Introduction

This research examines the robustness of sampling mechanisms in decentralized networks, specifically addressing how node reliability affects data availability verification in the NomosDA protocol. In distributed systems, data must be reconstructible even when a significant portion of nodes are unreliable or malicious. Our mathematical models determine optimal redundancy parameters that maximize sampling success probability while minimizing resource overhead.

We analyze how increasing column redundancy—replicating data across multiple nodes in subnetworks—affects the overall reliability of the sampling process. Through probability calculations for networks with varying proportions of reliable nodes ($1/2$ and $2/3$), we demonstrate that a redundancy factor of $R=6$ provides optimal network confidence when assuming $1/2$ reliable nodes, while $R=4$ is sufficient with $2/3$ reliable nodes. These findings provide practical implementation guidelines for real-world distributed systems like NomosDA.

Overview

The NomosDA sampling mechanism selects $20$ data columns out of $2048$ columns, with each column assigned to a dedicated subnetwork. This approach has been proven sufficient to verify data availability and correct encoding with very high probability, as documented in Column Sampling.

A naive implementation of this mechanism assumes that contacting just $20$ nodes (each holding one of $2048$ columns) is enough to determine data availability. However, this approach will likely fail when some nodes are dishonest or unreliable—even when the data is actually available.

In a network where only $1/2$ of nodes are reliable, the probability of selecting only reliable nodes equals flipping a coin $20$ times and getting all tails. This probability is bounded by $2^{-20}$. Consequently, most of the network will almost certainly consider the sampling failed.

To increase the probability of successful sampling, we need to introduce redundancy. Rather than assigning just one node to each subnetwork (which holds a single column), we assign multiple nodes to the same subnetwork—effectively increasing column redundancy. We also assume that all nodes within a subnetwork are queried.

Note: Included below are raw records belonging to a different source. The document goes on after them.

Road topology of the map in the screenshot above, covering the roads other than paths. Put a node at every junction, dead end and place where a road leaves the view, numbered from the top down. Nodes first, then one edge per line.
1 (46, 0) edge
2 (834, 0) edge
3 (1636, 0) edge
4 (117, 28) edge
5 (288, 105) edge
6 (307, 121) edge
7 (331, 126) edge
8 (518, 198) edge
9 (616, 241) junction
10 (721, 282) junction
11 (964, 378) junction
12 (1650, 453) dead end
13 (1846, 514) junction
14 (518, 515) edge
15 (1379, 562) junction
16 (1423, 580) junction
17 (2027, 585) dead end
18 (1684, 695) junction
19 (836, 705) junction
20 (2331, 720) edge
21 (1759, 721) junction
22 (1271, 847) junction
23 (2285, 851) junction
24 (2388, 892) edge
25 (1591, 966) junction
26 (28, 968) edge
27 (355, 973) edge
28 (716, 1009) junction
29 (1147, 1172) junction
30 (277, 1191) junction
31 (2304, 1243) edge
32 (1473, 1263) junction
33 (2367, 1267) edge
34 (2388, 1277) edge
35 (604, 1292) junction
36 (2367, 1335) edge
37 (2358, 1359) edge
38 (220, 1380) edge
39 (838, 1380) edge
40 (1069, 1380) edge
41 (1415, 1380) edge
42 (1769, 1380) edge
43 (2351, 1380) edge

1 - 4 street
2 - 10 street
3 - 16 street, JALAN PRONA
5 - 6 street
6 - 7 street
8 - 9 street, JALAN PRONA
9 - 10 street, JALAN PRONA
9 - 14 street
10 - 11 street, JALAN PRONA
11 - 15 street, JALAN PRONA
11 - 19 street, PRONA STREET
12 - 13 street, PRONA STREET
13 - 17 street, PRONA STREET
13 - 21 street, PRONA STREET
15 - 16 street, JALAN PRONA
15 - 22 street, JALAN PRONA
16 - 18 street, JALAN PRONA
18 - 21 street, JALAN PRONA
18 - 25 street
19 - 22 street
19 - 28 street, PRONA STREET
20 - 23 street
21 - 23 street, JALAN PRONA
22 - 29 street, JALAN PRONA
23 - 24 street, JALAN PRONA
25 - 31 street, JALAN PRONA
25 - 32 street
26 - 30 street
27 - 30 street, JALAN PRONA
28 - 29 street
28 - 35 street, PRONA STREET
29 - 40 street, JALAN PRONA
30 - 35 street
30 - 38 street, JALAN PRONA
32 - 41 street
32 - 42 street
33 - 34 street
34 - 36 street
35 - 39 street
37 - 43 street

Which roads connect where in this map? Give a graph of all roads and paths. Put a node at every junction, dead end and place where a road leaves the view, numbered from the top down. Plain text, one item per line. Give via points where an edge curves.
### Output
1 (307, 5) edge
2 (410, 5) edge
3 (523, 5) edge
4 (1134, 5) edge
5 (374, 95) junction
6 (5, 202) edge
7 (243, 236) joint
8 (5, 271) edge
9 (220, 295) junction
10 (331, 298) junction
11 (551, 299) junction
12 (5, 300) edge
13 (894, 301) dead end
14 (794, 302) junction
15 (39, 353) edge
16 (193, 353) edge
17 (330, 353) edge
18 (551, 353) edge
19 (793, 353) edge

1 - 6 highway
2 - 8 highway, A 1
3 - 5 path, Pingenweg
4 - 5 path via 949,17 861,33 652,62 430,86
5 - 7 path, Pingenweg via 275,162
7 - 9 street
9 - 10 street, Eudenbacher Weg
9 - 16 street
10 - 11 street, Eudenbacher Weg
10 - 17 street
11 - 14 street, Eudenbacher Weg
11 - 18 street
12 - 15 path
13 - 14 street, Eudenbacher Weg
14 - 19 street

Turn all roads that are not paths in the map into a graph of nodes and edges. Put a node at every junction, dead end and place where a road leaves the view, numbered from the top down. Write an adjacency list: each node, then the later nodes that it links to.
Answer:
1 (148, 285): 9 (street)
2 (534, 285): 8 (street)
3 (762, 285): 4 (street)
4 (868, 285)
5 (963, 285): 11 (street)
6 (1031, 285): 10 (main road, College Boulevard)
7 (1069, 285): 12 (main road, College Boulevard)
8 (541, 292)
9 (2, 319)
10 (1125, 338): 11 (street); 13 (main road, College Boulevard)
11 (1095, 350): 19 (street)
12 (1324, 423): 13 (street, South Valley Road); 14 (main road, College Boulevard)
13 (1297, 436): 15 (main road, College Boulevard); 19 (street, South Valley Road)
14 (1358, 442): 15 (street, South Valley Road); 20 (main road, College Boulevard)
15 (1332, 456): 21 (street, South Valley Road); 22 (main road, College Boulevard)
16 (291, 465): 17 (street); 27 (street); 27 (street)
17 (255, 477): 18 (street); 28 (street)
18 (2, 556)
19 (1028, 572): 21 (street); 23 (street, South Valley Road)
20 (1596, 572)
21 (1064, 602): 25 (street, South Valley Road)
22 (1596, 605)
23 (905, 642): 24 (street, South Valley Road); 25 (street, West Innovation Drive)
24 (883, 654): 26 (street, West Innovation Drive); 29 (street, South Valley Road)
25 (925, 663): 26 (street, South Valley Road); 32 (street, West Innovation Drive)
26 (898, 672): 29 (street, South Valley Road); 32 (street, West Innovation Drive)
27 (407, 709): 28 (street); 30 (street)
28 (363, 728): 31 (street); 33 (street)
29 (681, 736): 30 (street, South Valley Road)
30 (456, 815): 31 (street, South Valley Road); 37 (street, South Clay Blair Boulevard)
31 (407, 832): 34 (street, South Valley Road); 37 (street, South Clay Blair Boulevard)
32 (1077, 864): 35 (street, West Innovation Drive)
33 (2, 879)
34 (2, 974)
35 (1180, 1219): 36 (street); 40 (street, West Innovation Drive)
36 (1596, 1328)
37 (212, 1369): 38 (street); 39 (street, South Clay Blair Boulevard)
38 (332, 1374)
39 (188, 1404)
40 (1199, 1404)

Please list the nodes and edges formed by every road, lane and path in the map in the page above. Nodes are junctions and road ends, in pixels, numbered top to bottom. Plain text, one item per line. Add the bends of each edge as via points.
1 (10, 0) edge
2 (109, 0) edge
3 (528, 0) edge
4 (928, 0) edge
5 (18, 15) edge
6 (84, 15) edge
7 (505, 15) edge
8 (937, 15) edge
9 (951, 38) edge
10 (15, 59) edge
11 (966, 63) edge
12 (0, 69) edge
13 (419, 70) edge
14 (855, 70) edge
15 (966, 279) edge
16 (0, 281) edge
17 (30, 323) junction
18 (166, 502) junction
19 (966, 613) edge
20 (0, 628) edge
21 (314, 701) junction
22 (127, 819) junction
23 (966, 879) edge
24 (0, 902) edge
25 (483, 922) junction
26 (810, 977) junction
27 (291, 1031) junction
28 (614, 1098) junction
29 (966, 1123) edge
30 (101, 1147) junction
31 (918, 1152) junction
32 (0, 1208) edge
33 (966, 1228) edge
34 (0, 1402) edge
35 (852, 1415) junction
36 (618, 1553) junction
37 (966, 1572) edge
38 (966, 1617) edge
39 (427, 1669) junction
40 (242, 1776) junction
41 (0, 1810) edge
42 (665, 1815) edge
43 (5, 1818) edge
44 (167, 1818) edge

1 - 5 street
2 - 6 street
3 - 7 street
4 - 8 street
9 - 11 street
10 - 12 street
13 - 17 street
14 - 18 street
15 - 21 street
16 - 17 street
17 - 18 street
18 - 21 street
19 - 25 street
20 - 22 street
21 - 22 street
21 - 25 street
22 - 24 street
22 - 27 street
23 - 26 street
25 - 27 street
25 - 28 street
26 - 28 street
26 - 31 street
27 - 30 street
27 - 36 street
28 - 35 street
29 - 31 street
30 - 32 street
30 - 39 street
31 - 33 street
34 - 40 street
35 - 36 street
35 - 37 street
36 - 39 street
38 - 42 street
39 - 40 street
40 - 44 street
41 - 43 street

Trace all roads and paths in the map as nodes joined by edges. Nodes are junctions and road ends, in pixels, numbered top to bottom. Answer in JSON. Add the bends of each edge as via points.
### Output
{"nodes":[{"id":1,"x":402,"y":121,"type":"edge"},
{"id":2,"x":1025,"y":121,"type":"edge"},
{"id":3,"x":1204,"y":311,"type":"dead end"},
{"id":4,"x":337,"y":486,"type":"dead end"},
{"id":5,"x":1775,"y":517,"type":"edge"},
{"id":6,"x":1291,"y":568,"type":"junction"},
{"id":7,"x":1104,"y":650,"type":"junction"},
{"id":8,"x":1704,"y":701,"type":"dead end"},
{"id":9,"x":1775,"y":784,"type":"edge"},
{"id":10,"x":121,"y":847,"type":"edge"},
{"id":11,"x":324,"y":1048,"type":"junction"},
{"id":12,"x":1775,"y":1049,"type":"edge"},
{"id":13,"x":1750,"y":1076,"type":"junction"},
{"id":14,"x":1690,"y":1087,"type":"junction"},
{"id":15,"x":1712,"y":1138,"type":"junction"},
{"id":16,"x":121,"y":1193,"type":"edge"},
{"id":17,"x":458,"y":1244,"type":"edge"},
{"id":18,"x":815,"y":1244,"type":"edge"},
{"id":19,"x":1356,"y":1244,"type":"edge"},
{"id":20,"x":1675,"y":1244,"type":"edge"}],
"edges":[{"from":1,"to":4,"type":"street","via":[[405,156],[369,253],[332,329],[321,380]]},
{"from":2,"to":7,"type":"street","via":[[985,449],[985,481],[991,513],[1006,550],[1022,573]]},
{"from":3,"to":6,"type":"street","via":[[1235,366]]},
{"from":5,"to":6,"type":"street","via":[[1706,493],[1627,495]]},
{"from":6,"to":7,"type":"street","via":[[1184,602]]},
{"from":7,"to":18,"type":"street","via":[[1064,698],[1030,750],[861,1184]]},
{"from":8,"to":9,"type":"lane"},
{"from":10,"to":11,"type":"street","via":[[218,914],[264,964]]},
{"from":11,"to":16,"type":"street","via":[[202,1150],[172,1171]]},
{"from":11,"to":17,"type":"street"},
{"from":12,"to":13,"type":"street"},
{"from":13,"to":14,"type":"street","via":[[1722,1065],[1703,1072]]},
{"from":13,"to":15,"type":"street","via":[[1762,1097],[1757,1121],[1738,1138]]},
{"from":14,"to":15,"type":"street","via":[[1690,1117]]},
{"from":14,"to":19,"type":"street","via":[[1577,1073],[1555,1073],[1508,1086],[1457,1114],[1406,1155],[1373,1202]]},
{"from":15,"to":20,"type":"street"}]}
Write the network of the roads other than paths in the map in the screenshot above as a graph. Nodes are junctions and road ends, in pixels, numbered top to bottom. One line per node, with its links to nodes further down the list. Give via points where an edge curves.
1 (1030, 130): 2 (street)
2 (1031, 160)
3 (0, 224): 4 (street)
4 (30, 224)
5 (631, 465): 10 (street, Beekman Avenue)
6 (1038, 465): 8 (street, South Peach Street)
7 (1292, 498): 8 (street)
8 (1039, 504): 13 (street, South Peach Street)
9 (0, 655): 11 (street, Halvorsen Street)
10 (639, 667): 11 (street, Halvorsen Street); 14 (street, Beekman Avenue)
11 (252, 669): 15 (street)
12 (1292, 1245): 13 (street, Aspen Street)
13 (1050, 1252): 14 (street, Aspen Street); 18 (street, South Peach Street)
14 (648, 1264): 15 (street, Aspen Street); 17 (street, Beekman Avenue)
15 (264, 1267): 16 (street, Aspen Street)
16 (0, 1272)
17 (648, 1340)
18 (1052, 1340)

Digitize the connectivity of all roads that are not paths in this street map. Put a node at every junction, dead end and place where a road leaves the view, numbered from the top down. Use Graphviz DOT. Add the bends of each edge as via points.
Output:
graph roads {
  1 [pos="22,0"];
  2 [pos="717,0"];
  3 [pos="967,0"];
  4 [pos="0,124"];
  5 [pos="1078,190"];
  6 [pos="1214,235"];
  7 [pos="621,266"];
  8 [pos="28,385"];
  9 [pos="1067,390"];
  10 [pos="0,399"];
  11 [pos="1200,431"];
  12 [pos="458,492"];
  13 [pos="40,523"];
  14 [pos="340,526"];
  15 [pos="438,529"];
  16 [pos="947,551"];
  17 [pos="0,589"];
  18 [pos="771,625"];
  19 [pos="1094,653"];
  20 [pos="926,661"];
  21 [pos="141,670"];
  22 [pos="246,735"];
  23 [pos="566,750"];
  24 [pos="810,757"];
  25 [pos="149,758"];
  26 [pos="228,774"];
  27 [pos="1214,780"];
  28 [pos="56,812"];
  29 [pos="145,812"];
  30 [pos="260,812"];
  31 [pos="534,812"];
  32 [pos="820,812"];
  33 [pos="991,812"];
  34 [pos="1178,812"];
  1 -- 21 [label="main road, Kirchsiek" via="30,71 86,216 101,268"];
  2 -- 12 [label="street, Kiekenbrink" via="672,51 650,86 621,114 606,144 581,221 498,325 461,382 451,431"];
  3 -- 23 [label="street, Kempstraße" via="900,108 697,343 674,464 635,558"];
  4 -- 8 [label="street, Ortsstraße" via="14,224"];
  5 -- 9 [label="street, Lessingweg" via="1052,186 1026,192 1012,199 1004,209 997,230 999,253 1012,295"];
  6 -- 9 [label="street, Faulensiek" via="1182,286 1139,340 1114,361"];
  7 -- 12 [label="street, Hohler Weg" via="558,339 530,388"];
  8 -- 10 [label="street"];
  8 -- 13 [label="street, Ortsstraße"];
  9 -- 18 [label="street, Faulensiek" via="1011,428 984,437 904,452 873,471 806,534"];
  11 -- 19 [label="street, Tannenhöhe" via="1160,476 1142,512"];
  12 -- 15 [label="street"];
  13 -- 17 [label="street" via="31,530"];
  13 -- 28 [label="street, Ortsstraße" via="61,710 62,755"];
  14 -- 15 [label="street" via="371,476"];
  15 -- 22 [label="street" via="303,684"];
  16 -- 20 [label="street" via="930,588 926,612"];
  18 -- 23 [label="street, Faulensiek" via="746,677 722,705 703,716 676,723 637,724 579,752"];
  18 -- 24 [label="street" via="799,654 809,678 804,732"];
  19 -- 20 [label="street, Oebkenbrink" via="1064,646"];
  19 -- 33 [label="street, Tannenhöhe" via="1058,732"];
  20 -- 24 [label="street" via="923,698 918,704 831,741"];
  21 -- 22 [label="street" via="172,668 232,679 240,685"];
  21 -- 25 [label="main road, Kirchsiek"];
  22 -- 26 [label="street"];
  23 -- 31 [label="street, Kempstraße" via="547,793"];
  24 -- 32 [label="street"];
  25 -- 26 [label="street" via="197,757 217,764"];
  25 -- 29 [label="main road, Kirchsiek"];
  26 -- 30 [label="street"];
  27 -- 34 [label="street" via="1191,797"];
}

To ensure a robust network effect, the probability of successful sampling must exceed $50\%$ for most nodes. Additionally, the majority of nodes must share the same view of the sampling outcome. We therefore define network confidence as the probability that most of the network reaches the same conclusion. For the system to operate reliably under adversarial conditions, this confidence should approach 1, ensuring a consistent and coordinated network-wide perspective.

Analysis

Model

We consider a population of $N$ nodes distributed into $M$ subnetworks.
Nodes are sampled randomly (with replacement) from the population and assigned to one of the $M$ subnetworks.
We assume that every subnetwork contains $R$ nodes.
Within the population, a fraction $p$ of nodes are reliable, while the remaining fraction $1-p$ are unreliable.
A subnetwork is considered reliable if it contains at least one reliable node.
Each node in the population randomly samples (without replacement) $K$ subnetworks.
A sampling is successful if all $K$ sampled subnetworks are reliable.